1

In this paper, the authors claim to be using a robust likelihood function:

Excerpt from paper

The code for this paper is on github and is referred to as t_likelihood. Isn't this just a log Gaussian likelihood? What's robust about this function?

If you want to trace through the code:

  1. The model described in this paper is here
  2. The paper describes modelling the mean and variance of a distribution using two neural networks and is trained at approximately here
stevew
  • 749
  • 3
  • 12
  • I'm not claiming to understand the paper in its entirety, but IIUC, the authors use the term "robust" when describing how they use a Bayesian hierarchical model with an inverse gamma prior.

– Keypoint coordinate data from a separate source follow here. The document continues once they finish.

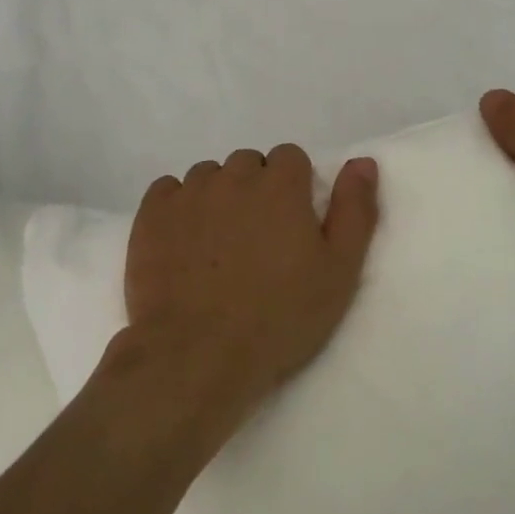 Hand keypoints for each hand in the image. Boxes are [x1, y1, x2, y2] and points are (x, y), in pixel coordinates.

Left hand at [123, 146, 378, 435]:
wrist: (197, 355)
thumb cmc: (278, 318)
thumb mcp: (339, 271)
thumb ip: (355, 210)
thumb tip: (363, 162)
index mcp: (281, 184)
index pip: (290, 157)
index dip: (294, 188)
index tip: (291, 225)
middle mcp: (234, 176)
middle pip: (248, 164)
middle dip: (255, 190)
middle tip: (256, 241)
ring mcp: (189, 192)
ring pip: (209, 176)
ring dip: (217, 198)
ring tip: (217, 247)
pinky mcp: (152, 213)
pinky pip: (168, 190)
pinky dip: (177, 207)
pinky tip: (182, 243) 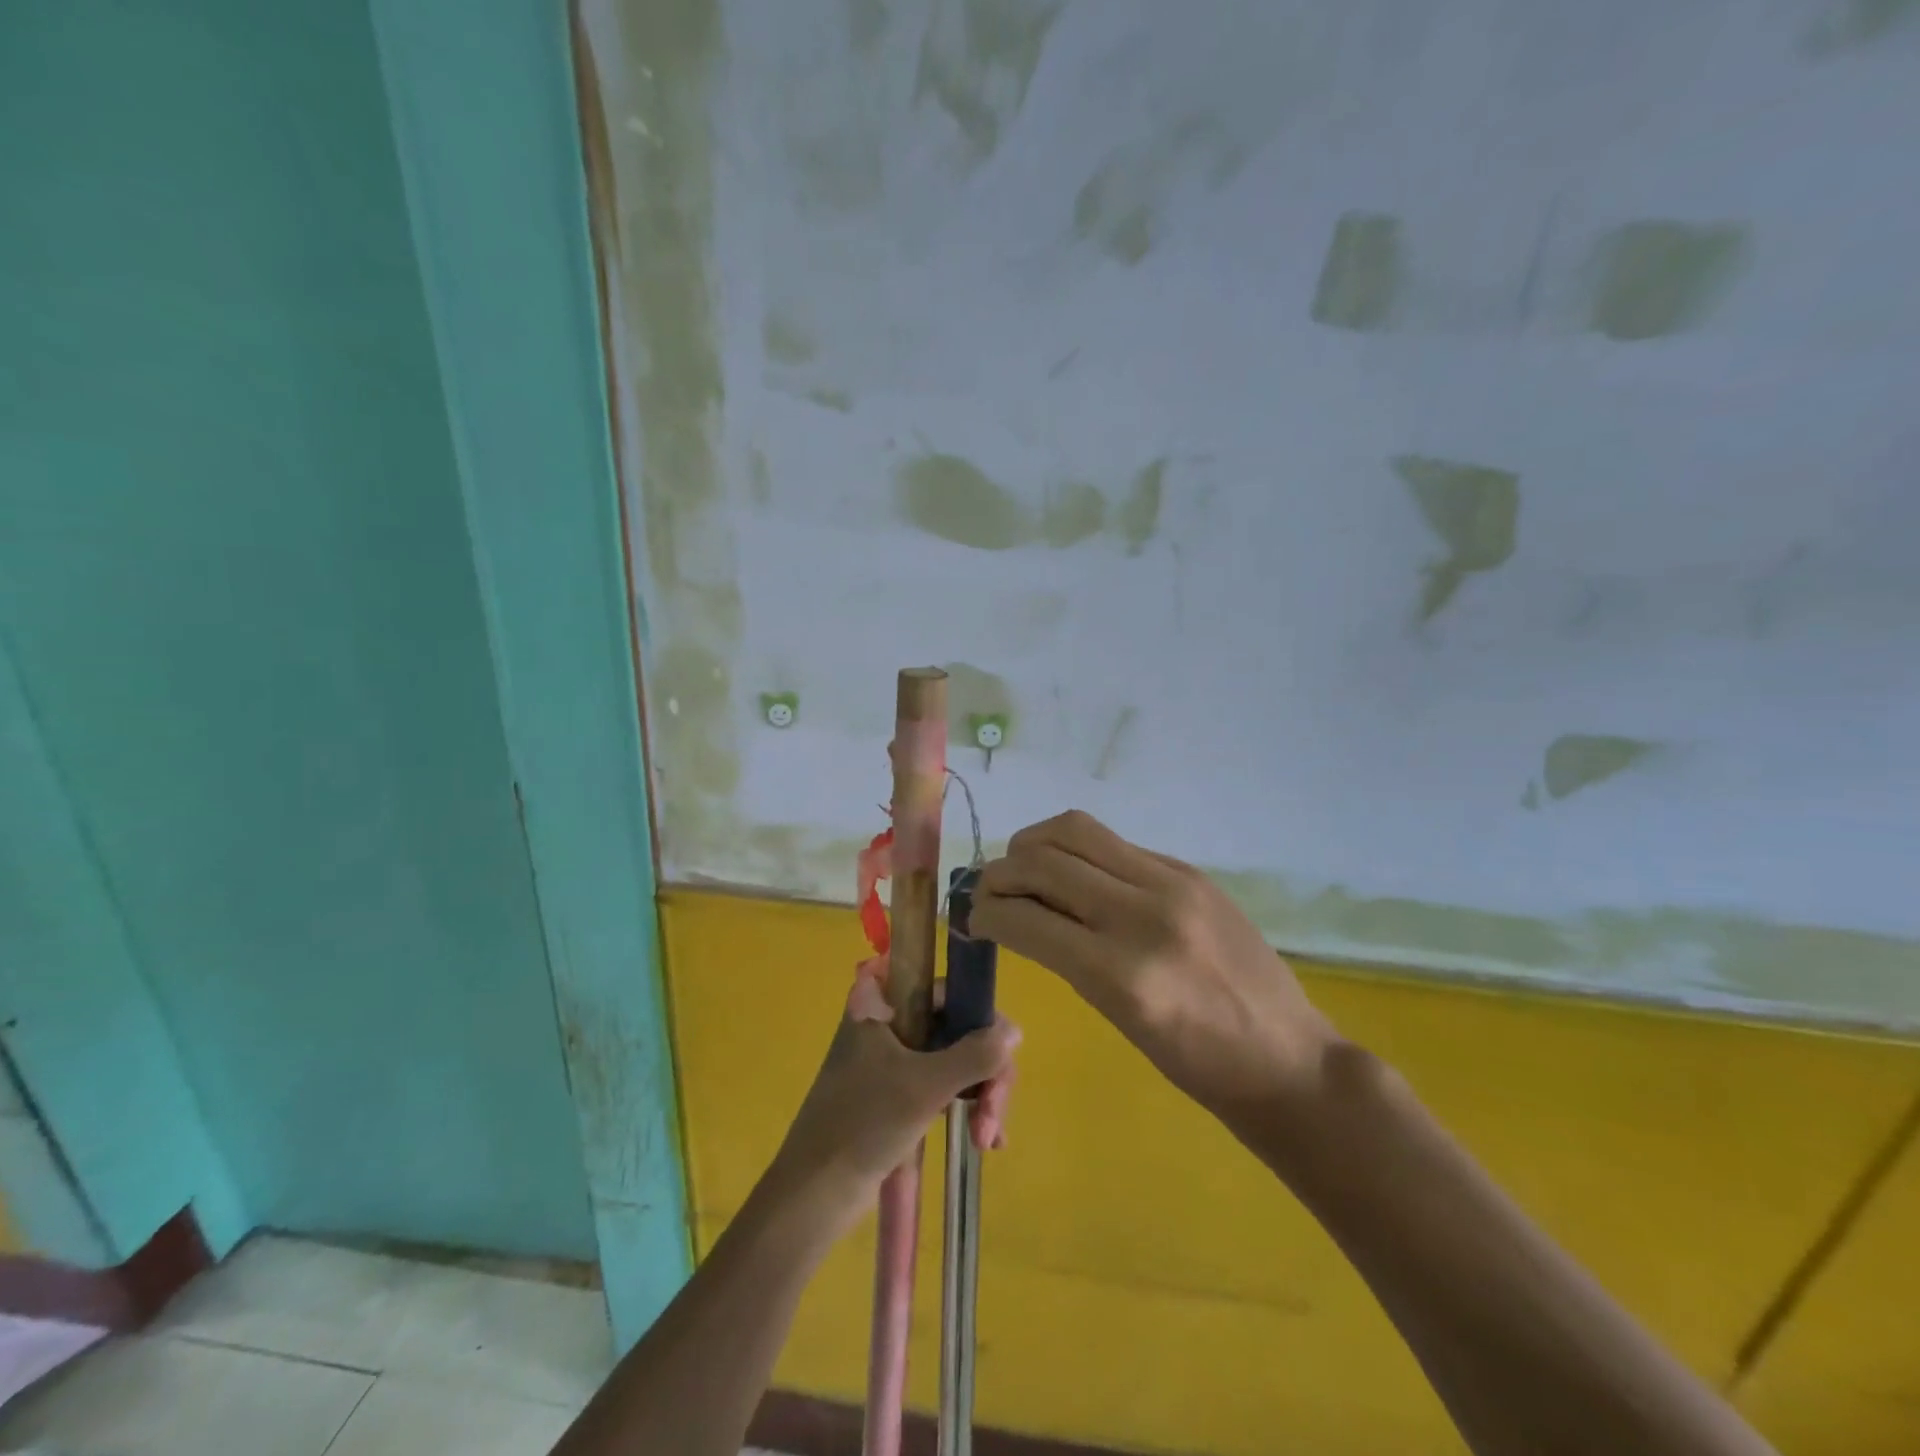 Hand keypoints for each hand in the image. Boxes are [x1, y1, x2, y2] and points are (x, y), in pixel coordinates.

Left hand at [770, 972, 1019, 1227]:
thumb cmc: (864, 1124)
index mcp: (884, 1003)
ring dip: (981, 1094)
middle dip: (985, 1070)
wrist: (815, 1192)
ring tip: (986, 1138)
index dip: (979, 1015)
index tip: (999, 1051)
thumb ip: (975, 1055)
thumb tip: (1015, 1030)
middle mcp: (891, 1021)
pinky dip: (968, 1106)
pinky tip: (986, 1141)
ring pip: (956, 1058)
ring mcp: (896, 1057)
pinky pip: (946, 1084)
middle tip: (993, 1114)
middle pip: (958, 1026)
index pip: (946, 989)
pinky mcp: (899, 1091)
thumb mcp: (926, 1086)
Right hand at [971, 810, 1336, 1124]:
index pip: (1025, 917)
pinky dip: (1078, 851)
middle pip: (1043, 860)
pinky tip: (1075, 874)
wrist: (1285, 1056)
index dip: (984, 912)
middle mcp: (1143, 915)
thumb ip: (1067, 957)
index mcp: (1121, 974)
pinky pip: (1114, 843)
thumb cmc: (1196, 1065)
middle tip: (987, 890)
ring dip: (1034, 844)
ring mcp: (1171, 883)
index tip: (970, 917)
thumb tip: (1018, 914)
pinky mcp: (1189, 870)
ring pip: (1075, 831)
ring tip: (1024, 868)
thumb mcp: (1117, 1018)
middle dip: (999, 872)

They use the HT algorithm to "unbias" the mini-batch estimator which they claim has better convergence properties than a full estimate being sparser due to less data in the sample. – Avraham Dec 22 '21 at 13:59
  • 1
    I've re-read the paper and also the online supplementary material and I think this is the closest answer. By "robust" they sample variance from an inverse Gamma distribution (in the paper, even though the code seems to be using a regular gamma distribution). – stevew Dec 23 '21 at 10:37
  • So I'll turn it into an answer 8-) – Avraham Dec 23 '21 at 14:06

2 Answers2

1

I'm not claiming to understand the paper in its entirety, but if I understand it correctly, the authors use the term "robust" when describing how they use a Bayesian hierarchical model with an inverse gamma prior on the sigma parameter of the Gaussian distribution. The resulting predictive distribution is a Student-t which is the common substitute for the normal when the variance is unknown.

The authors use the HT algorithm to "unbias" the mini-batch estimator which they claim has better convergence properties than a full estimate being sparser due to having less data to crunch in each of the individual samples.

Avraham
  • 3,182
  • 21
  • 40
0

My intuition is that for many non-normal probability models the likelihood has the appearance of a normal likelihood with increasing sample size.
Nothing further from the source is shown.